Peco por exagero, porque acho que os nossos actos não são inconsequentes. Haverá sempre um resultado associado à aritmética das nossas acções. Creio nisso. Contudo, essa fé (como todas as crenças, em bom rigor), não é, nem tem de ser partilhada. Ainda assim, eu (e quase todos os filósofos e percursores das ciências sociais que estudei na faculdade o escreveram) tendo a espelhar a minha visão pessoal da realidade no(s) outro(s). Aplico a minha exigência à realidade circundante. E é aqui que falho redondamente: porque não se pode fazê-lo. É um erro pensar sequer que o mundo se rege pelas minhas leis. É um pecado mortal, até: vaidade. Simplificando, é isto: pensar que a realidade é justa e recta, quando nem eu o sou, por mais que o deseje e vá tentando.

Ainda assim, posso afirmar que a realidade tem lógica. Embora se trate de uma lógica pessoal, que muitas vezes deriva de e funciona em poucas cabeças. E nós, de acordo com a nossa posição na hierarquia social ou emocional, temos de nos sujeitar a ela. E à aleatoriedade basilar da existência, que nos vai recordado dia-a-dia, que nada somos, nada sabemos e, mais importante, nada controlamos. 

Apenas somos e podemos só tentar lidar o melhor que conseguirmos com «isto» que se nos apresenta dia após dia. E procurar conferir a importância certa às acções alheias. Para não nos aleijarmos (muito).

Sunday, November 29, 2020

Frase do Dia #64

Às vezes, a pessoa cruza-se com um gajo que percebe das merdas. Outras, descobrimos miúdas que sabem como é isto de ser pessoa:




Excerto de «Vampires versus Werewolves», em Poukahangatus, de Tayi Tibble

O mundo é um lugar muito grande, cheio de diferenças. Mas, estejamos cá em cima ou lá em baixo, em Portugal ou na Nova Zelândia, o que sentimos é mais parecido do que aquilo que pensamos. 

Saturday, November 28, 2020

Sem número, número 45: Instabilidade

A instabilidade é uma merda que faz mal. É um facto. E quem disser o contrário, é, no mínimo, idiota. Por isso, parece-me inevitável sentir um misto de estupefacção e raiva quando leio/ouço notícias em que um chico-esperto afirma que as novas gerações se caracterizam pela instabilidade, que é «um traço» que as distingue. 

Como não praguejar perante tamanha estupidez?
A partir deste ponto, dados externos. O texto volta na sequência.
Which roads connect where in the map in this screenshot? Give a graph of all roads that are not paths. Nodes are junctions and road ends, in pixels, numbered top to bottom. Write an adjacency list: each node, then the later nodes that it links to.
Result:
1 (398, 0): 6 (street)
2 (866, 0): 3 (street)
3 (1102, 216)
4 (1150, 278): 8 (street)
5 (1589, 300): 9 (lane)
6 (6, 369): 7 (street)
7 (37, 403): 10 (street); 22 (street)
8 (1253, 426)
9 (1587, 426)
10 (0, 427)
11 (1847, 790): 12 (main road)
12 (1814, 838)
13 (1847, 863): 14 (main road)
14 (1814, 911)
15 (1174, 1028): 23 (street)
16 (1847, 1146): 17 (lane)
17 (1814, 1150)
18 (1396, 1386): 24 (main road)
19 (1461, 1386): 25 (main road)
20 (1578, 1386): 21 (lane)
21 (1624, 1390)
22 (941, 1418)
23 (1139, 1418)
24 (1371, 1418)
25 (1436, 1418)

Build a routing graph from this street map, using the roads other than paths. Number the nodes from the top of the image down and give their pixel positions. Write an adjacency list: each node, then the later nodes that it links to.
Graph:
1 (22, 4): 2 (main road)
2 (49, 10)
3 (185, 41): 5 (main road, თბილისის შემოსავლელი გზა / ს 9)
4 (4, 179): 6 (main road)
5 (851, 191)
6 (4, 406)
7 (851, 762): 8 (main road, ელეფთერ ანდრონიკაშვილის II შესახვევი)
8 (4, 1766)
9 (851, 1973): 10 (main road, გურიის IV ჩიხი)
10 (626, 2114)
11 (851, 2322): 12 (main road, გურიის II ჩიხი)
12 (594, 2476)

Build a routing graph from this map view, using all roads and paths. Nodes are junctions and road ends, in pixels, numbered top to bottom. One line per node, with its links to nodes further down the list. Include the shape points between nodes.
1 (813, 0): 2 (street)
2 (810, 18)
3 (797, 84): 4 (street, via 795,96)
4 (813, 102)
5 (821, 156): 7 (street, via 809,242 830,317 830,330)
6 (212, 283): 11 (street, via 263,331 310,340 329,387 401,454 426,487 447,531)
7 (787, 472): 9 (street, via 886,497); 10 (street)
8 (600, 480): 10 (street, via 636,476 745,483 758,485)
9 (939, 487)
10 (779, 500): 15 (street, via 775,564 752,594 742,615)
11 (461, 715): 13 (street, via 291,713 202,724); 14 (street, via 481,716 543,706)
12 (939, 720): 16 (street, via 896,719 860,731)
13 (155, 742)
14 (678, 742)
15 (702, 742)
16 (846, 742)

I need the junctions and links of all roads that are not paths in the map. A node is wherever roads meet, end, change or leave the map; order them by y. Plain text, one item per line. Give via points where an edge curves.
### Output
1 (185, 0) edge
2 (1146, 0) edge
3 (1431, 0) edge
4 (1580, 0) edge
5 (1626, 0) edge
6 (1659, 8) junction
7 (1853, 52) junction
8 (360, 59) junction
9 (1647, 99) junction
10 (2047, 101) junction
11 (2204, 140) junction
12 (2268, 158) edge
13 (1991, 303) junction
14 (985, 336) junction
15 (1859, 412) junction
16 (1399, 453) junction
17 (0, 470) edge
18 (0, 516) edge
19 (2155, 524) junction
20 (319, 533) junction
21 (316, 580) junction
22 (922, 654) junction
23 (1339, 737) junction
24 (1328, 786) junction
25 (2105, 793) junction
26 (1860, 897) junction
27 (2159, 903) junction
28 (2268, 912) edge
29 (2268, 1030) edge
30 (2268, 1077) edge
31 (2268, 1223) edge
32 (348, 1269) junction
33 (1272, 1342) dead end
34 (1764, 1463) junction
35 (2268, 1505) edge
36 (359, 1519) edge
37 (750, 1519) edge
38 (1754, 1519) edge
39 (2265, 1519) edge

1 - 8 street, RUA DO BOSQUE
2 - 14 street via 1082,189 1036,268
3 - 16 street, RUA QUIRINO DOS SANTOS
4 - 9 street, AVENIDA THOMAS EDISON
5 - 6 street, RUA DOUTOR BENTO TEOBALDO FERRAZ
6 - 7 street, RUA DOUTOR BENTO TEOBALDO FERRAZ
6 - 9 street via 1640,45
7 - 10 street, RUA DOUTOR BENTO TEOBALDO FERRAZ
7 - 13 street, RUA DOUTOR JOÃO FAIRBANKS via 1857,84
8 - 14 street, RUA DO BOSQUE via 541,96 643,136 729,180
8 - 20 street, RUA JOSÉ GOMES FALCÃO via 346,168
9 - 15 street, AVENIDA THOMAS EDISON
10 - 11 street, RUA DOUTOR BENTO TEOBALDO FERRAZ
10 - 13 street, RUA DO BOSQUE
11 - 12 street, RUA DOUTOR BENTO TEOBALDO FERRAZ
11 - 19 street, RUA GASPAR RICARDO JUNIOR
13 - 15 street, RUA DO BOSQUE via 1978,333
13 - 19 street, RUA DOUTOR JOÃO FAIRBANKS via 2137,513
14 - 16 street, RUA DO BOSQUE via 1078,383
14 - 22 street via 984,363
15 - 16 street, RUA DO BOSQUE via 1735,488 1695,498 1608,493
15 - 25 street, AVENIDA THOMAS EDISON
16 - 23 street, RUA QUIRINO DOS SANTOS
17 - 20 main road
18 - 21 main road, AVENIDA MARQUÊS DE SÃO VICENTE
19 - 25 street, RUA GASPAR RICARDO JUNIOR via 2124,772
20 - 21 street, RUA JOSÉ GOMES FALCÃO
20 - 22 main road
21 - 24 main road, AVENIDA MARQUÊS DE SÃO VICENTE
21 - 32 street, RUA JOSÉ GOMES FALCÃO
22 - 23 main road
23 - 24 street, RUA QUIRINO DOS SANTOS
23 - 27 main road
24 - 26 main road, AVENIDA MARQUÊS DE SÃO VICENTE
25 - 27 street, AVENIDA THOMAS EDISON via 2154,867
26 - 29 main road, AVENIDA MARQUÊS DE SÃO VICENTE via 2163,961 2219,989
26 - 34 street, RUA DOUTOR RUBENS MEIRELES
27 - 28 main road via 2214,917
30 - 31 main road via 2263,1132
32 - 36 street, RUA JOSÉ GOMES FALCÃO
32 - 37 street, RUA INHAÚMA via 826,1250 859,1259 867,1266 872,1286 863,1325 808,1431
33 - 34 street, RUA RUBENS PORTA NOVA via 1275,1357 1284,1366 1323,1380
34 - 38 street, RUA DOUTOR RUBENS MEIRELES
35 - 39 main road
Não se trata de «um traço» das gerações mais jovens, caros. É uma condição imposta. As novas gerações existem e têm de trabalhar num mundo onde a instabilidade lhes foi apresentada como algo inevitável. Dizer que, ao contrário das gerações anteriores, os jovens «preferem a liberdade», e que «não querem ter o mesmo trabalho para o resto das suas vidas», é (permitam-me usar a expressão estrangeira), a load of bullshit. Talvez grande parte das novas gerações optasse por um trabalho estável, ou uma vida estável, se tivesse sequer a possibilidade de escolher. Só que não tem, porque não existe. 

Somos atirados para a realidade pré-existente com o pouco que temos (formação, maturidade, experiência) e, a partir daí, é desenrascar. Como se jogássemos com as cartas que um qualquer croupier escolheu para nós, tendo de nos reger pelas jogadas dos adversários, que têm na sua posse todos os trunfos de alto valor, enquanto nós tentamos apenas somar meia dúzia de pontos. Não é fácil, não é agradável, e envolve, acima de tudo, sorte. Por isso, por favor, senhores, não sejam parvos e não nos tratem como se fossemos estúpidos.